DeSantis vs. Disney: What’s at stake
The yearlong feud between Florida Gov. Ron DeSantis and the Disney Corp. has erupted into a bitter legal fight “with no end in sight,” said Arian Campo-Flores and Robbie Whelan in The Wall Street Journal. The giant entertainment company sued DeSantis and other state officials last week, accusing DeSantis of a “targeted campaign of government retaliation” for Disney’s exercise of its free-speech rights. The war began when Disney criticized Florida’s “Don’t Say Gay” law, which bars teachers from talking to young children about gender identity and sexual orientation. DeSantis struck back by undermining Disney’s selfgoverning powers over a special district containing Disney World in Orlando, and stocking the governing board with conservative loyalists.

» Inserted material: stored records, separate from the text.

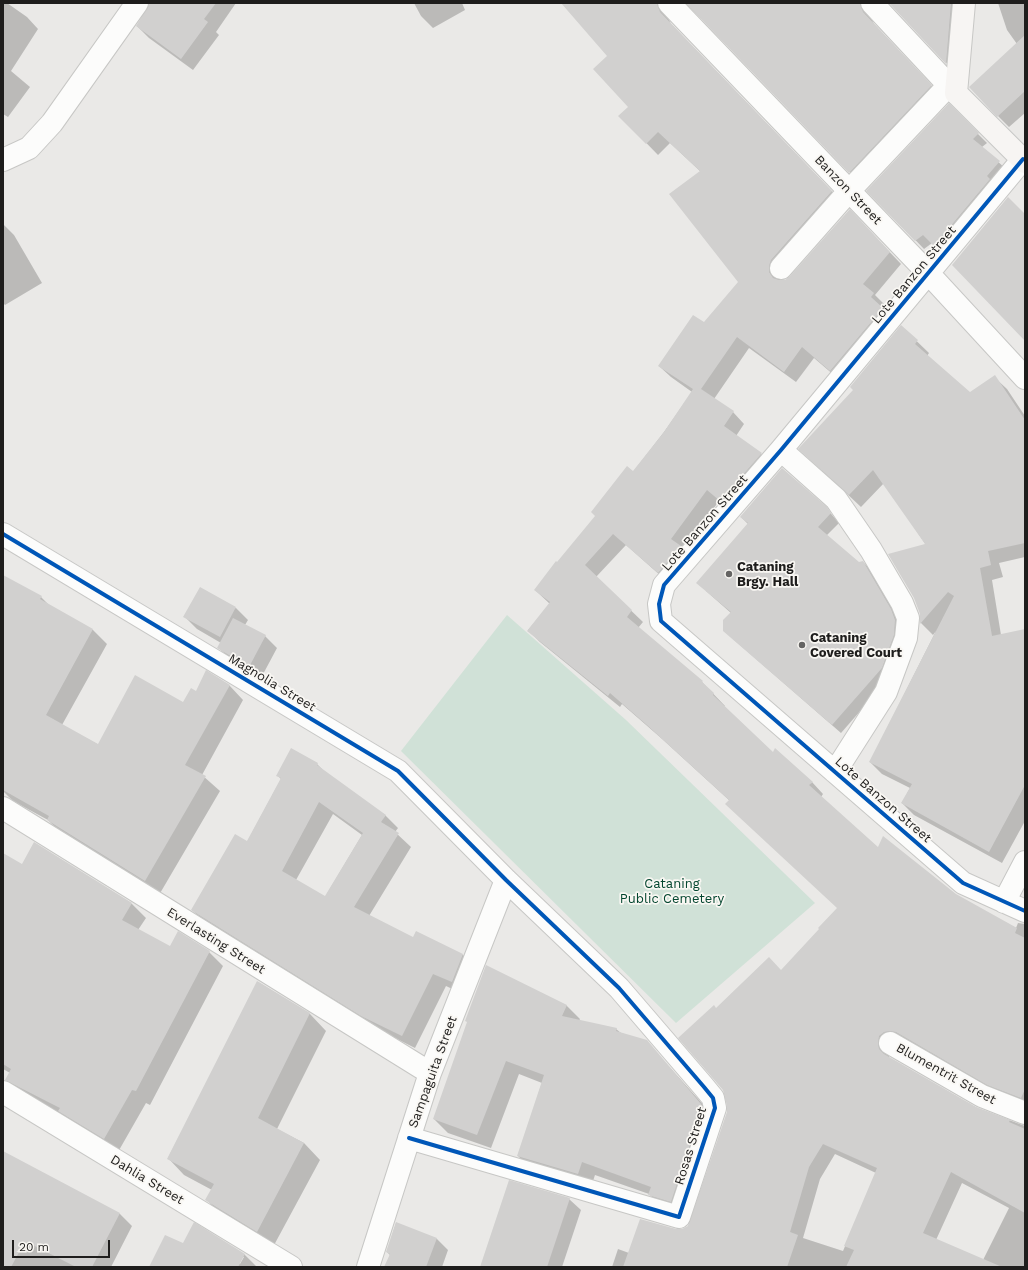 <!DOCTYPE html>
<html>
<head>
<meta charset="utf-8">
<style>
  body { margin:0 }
  #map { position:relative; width:1028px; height:1270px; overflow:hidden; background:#eae9e7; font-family:"Work Sans",sans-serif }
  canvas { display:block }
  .frame { position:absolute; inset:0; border:4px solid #1e1d1c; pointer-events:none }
  .scale { position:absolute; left:12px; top:1240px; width:98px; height:18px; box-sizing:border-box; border:2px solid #1e1d1c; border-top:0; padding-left:5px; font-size:12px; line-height:14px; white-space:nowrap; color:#1e1d1c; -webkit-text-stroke:3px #f9f7f3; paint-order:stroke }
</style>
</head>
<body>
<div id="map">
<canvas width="1028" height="1270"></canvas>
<div class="frame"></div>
<div class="scale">20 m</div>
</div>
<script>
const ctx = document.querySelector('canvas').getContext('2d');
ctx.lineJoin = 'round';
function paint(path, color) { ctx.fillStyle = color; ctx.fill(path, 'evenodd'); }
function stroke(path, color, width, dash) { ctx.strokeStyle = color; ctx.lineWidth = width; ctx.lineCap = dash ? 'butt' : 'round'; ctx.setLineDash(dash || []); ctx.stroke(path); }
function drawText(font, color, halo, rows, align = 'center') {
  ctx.font = font + ' "Work Sans",sans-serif'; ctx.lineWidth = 3.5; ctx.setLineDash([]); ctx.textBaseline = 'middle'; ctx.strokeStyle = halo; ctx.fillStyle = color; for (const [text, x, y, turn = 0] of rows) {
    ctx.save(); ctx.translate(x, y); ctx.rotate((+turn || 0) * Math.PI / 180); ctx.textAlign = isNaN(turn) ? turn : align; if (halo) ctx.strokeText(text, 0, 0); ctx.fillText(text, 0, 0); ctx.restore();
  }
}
paint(new Path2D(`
  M 507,615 L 626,720 L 815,903 L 676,1023 L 401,751 Z`), '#d0e1d7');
paint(new Path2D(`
  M 3,3 L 7,3 L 27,17 L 38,29 L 11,71 L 30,87 L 8,117 L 3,114 Z
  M 153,3 L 236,3 L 216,32 L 219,35 L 193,70 L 149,38 L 137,26 Z
  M 414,3 L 462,3 L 465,10 L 433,28 L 421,16 Z
  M 562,3 L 676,3 L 668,11 L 668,18 L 671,24 L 843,203 L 780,278 L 780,281 L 786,281 L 861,222 L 901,264 L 875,295 L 885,305 L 882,309 L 894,320 L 842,382 L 814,358 L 796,382 L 749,348 L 714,399 L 733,412 L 744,424 L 736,436 L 761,454 L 773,465 L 732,512 L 719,501 L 683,550 L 670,584 L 626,545 L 596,577 L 643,622 L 638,628 L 702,682 L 725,706 L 724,707 L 773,753 L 812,782 L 823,794 L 821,797 L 878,848 L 955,895 L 1016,928 L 1018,923 L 1025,924 L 1025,1106 L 890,1049 L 889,1056 L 889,1058 L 977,1108 L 1025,1126 L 1025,1267 L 612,1267 L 618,1249 L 629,1253 L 676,1230 L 682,1230 L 688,1227 L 728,1112 L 716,1009 L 781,971 L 821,929 L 838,908 L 730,801 L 661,738 L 622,704 L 620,707 L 540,642 L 528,630 L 550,604 L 535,590 L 633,472 L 664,432 L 692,392 L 671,377 L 659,366 L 705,323 L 739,282 L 701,172 L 670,143 L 658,155 L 620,116 L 630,107 L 609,56 ZM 835,1154 L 876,1173 L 843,1251 L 803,1238 L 820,1179 ZM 962,1183 L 1009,1208 L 983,1260 L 936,1240 Z
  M 686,3 L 879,3 L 871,18 L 874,24 L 942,97 L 861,183 Z
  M 889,3 L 966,3 L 957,74 L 892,5 Z
  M 998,3 L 1025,3 L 1025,113 L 1009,127 L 998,116 L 1017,44 L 1007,30 Z
  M 949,105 L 987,143 L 982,147 L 1007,170 L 943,254 L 932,243 L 924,249 L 868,191 Z
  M 3,224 L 14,235 L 42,283 L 5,305 L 3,303 Z
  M 901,326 L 929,353 L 927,356 L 970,394 L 994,377 L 1007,389 L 1025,416 L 1025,557 L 999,563 L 1003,577 L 992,580 L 1001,635 L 1025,630 L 1025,821 L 1002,863 L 914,815 L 902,803 L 910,788 L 882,774 L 870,762 L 936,631 L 933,635 L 921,623 L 926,545 L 884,483 L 861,507 L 812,461 L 854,391 Z
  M 826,508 L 839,523 L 826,536 L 859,563 L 863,562 L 872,571 L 899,618 L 890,677 L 841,733 L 733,639 L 731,613 L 706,591 L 748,524 L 741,517 Z
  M 3,576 L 41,597 L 50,606 L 93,630 L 107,644 L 62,725 L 99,745 L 183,703 L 196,692 L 229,685 L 243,700 L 202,775 L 220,791 L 159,895 L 62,834 L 48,820 L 13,801 L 3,791 Z
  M 236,608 L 248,620 L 245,625 L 265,636 L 277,648 L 261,678 L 231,660 L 219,648 L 221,643 L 197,629 L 185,617 Z
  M 317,764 L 326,773 L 385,815 L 398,828 L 395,832 L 411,847 L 369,916 L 413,939 L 416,932 L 463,955 L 476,968 L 465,995 L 446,986 L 415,1048 L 375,1028 L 205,922 L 192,910 L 247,842 L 281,779 L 278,776 ZM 333,814 L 362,835 L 325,897 L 296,880 Z
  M 3,854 L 23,866 L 132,904 L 146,918 L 138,930 L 170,947 L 178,933 L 209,952 L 223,966 L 150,1105 L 146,1103 L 118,1152 L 74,1125 L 66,1117 L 21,1094 L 7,1080 L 10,1073 L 3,1069 Z
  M 258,982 L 310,1014 L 326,1031 L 277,1129 L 304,1143 L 320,1160 L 273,1247 L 223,1217 L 207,1200 L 212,1190 L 184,1175 L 168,1158 Z
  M 566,1005 L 580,1019 L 579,1021 L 616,1029 L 621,1033 L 646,1041 L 708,1110 L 685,1215 L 663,1208 L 649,1194 L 595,1175 L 591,1187 L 532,1170 L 518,1156 L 542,1083 L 519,1074 L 491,1148 L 448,1133 L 434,1119 Z
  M 9,1155 L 120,1214 L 132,1226 L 111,1267 L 3,1267 L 3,1167 Z
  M 569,1199 L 581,1210 L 562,1267 L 481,1267 Z
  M 396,1223 L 437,1239 L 448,1250 L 442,1267 L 385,1267 L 390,1255 L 387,1252 Z
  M 183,1244 L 244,1254 L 257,1267 L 150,1267 ZM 242,1257 L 244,1257 L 240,1264 L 239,1263 Z`), '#0003');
paint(new Path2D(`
  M 150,3 L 216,3 L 204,19 L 208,22 L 181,59 L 136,26 Z
  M 561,3 L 657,3 L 660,12 L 832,191 L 771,260 L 769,266 L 769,272 L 773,278 L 779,280 L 785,280 L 790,276 L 850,209 L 890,252 L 863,284 L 874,293 L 871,297 L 883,308 L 830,371 L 802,347 L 784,372 L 737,337 L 701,389 L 734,411 L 724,426 L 762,453 L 720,501 L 707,490 L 671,539 L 681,546 L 658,573 L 613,534 L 585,565 L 632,610 L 627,617 L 703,681 L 702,682 L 714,693 L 713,695 L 773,752 L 775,748 L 813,782 L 809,785 L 878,847 L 883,836 L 956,894 L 1017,928 L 1015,933 L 1025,938 L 1025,1089 L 1021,1098 L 987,1085 L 896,1032 L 890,1031 L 884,1032 L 879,1036 L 878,1043 L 879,1049 L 884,1054 L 976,1107 L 1010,1120 L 1009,1122 L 1025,1129 L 1025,1213 L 951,1172 L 923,1233 L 1002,1267 L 846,1267 L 854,1250 L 844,1246 L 877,1168 L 823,1144 L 809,1167 L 790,1232 L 798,1235 L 787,1267 L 623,1267 L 640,1219 L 676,1229 L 682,1229 L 688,1226 L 727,1112 L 727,1106 L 723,1090 L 678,1038 L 714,1005 L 716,1008 L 769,957 L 781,970 L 819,929 L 818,928 L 837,908 L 725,804 L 729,800 L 648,726 L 610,693 L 608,696 L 527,631 L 550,602 L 534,590 L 556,561 L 557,562 L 595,516 L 591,512 L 627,466 L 633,471 L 664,432 L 693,389 L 658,366 L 693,315 L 704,322 L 738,282 L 669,194 L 700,171 L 658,132 L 646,144 L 618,116 L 628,107 L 593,69 L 607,56 Z
  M 686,3 L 860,3 L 863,12 L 932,85 L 849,173 Z
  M 889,3 L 951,3 L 946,64 Z
  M 1025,35 L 1025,91 L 997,117 L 969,87 Z
  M 949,103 L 979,133 L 973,139 L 1000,161 L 987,176 L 990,179 L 934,246 L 923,235 L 915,241 L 866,191 Z
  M 1008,197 L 1025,214 L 1025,341 L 952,265 Z
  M 901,325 L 918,340 L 915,344 L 970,392 L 995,375 L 1025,420 L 1025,543 L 988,551 L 991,565 L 980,568 L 992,636 L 1025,629 L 1025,785 L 989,852 L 901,803 L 912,784 L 869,762 L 954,596 L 948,592 L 920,624 L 920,614 L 914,598 L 888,554 L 925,544 L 873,470 L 849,495 L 798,449 L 853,390 L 850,387 Z
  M 782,468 L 827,507 L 831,513 L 818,527 L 859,562 L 863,561 L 891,609 L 895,620 L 894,635 L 882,668 L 832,725 L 723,631 L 723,620 L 731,612 L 696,583 L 748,523 L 740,517 Z
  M 3,575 L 42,596 L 40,599 L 93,629 L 46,715 L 98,744 L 135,675 L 183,702 L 191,688 L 196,691 L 206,670 L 230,685 L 185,765 L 206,776 L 145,881 L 47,820 L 49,816 L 3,790 Z
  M 200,587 L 236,607 L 220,637 L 183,617 Z
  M 233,618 L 266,635 L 249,667 L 217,648 Z
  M 291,748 L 318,763 L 317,765 L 386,815 L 381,822 L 399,833 L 354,907 L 413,937 L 416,931 L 463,954 L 452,982 L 433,974 L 402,1036 L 361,1016 L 191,910 L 235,834 L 247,841 L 281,778 L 276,776 ZM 319,802 L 363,833 L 325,896 L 282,871 Z
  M 34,842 L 132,903 L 122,920 L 170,946 L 178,931 L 210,951 L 136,1091 L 132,1090 L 104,1139 L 58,1111 L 60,1108 L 5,1080 L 11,1069 L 3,1064 L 3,853 L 22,864 Z
  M 486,965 L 567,1005 L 562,1016 L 617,1028 L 616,1031 L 647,1040 L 701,1104 L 702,1107 L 671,1202 L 648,1195 L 651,1187 L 582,1162 L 578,1174 L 517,1156 L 544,1075 L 506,1061 L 477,1135 L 433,1119 L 467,1022 L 465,1021 Z
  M 257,981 L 310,1013 L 258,1118 L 304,1143 L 257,1232 L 205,1200 L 214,1184 L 167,1159 Z
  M 3,1151 L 120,1213 L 92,1267 L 76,1267 L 27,1242 L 26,1244 L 24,1243 L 11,1267 L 3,1267 Z
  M 509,1180 L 570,1198 L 547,1267 L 480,1267 Z
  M 194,1222 L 245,1254 L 238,1267 L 149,1267 L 165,1235 L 183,1243 Z
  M 396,1222 L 437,1238 L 426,1267 L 384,1267 L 390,1254 L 386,1252 Z`), '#d1d0cf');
const street = new Path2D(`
  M 669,3 L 929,274 L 1025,378
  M 872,3 L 956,93
  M 1023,159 L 781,450 L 664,585 L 659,604 L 661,621 L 963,883 L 1025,911
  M 3,160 L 29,148 L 52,123 L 137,3
  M 781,268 L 849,191 L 949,85
  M 781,450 L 836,499 L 871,550 L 902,603 L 908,618 L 906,638 L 886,692 L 835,772
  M 3,534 L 398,771 L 506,880 L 619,988 L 704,1087 L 713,1098 L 715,1108 L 679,1217 L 409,1138
  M 3,808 L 430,1073
  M 1004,902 L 1025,862
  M 890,1043 L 982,1096 L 1025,1113
  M 3,1092 L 291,1267
  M 368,1267 L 430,1073 L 506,880`);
const secondary = new Path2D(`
  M 964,3 L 956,93 L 1025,162`);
stroke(street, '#c7c7c5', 24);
stroke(secondary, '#c7c7c5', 24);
stroke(street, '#fcfcfb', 22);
stroke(secondary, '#f7f5f3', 22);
stroke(new Path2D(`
  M 1023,159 L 781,450 L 664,585 L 659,604 L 661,621 L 963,883 L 1025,911
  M 3,534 L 398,771 L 506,880 L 619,988 L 704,1087 L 713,1098 L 715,1108 L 679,1217 L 409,1138`), '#0057b8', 4);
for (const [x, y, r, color] of [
  [729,574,4,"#656463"],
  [802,645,4,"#656463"]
]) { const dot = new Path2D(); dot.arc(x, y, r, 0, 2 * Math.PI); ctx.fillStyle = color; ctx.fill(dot); stroke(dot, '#f9f7f3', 1.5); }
drawText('13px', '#1e1d1c', '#f9f7f3', [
  ["Banzon Street",848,190,46],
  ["Lote Banzon Street",914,275,-50],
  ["Lote Banzon Street",705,523,-49],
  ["Magnolia Street",272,683,31],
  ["Lote Banzon Street",883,800,41],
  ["Everlasting Street",216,941,32],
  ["Sampaguita Street",433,1072,-70],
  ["Blumentrit Street",946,1074,29],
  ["Rosas Street",691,1146,-73],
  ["Dahlia Street",147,1180,31]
]);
drawText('bold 13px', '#1e1d1c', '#f9f7f3', [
  ["Cataning",737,567],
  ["Brgy. Hall",737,582],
  ["Cataning",810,638],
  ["Covered Court",810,653]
], 'left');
drawText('13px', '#03462f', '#f9f7f3', [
  ["Cataning",672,884],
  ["Public Cemetery",672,899]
]);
</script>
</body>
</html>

When Disney outsmarted him by having the old board preserve the company’s authority just before it was disbanded, the vengeful governor threatened to raise Disney’s taxes and build a prison right next door. Now a growing number of Republican lawmakers are suggesting DeSantis has “overplayed his hand.”
His struggling presidential campaign stands as proof of that, said Julian Zelizer in CNN.com. DeSantis evidently thought that attacking a “woke” corporation would score points with the party’s populist base. But he’s descended into an ugly personal vendetta with an “iconic” company that for many symbolizes “family values.” His attempts to silence and bully a corporation have also unnerved the business leaders and donors who remain “a central constituency of the GOP.” Disney isn’t blameless, said The Wall Street Journal in an editorial. Its denunciation of Florida’s law was “gratuitous”; now CEO Bob Iger is trying to curry favor with “his progressive employees” by “taking on a Republican disliked by media and culture elites.” Given that millions of customers might not care for Disney’s “woke turn,” this is a “brawl that both could lose.”
In court, DeSantis is most likely to lose, said David French in The New York Times. It’s a bedrock First Amendment doctrine that government cannot retaliate against protected speech. Disney’s lawsuit cites dozens of “remarkably brazen” statements from DeSantis and his allies that they were punishing the company for its “mild opposition” to the “Don’t Say Gay” law. If Disney were to lose, any public official—Republican or Democrat—could openly use government power to punish critics and opponents, casting “a pall of fear over private expression.” The issues at stake here are much bigger than DeSantis’ sagging presidential ambitions.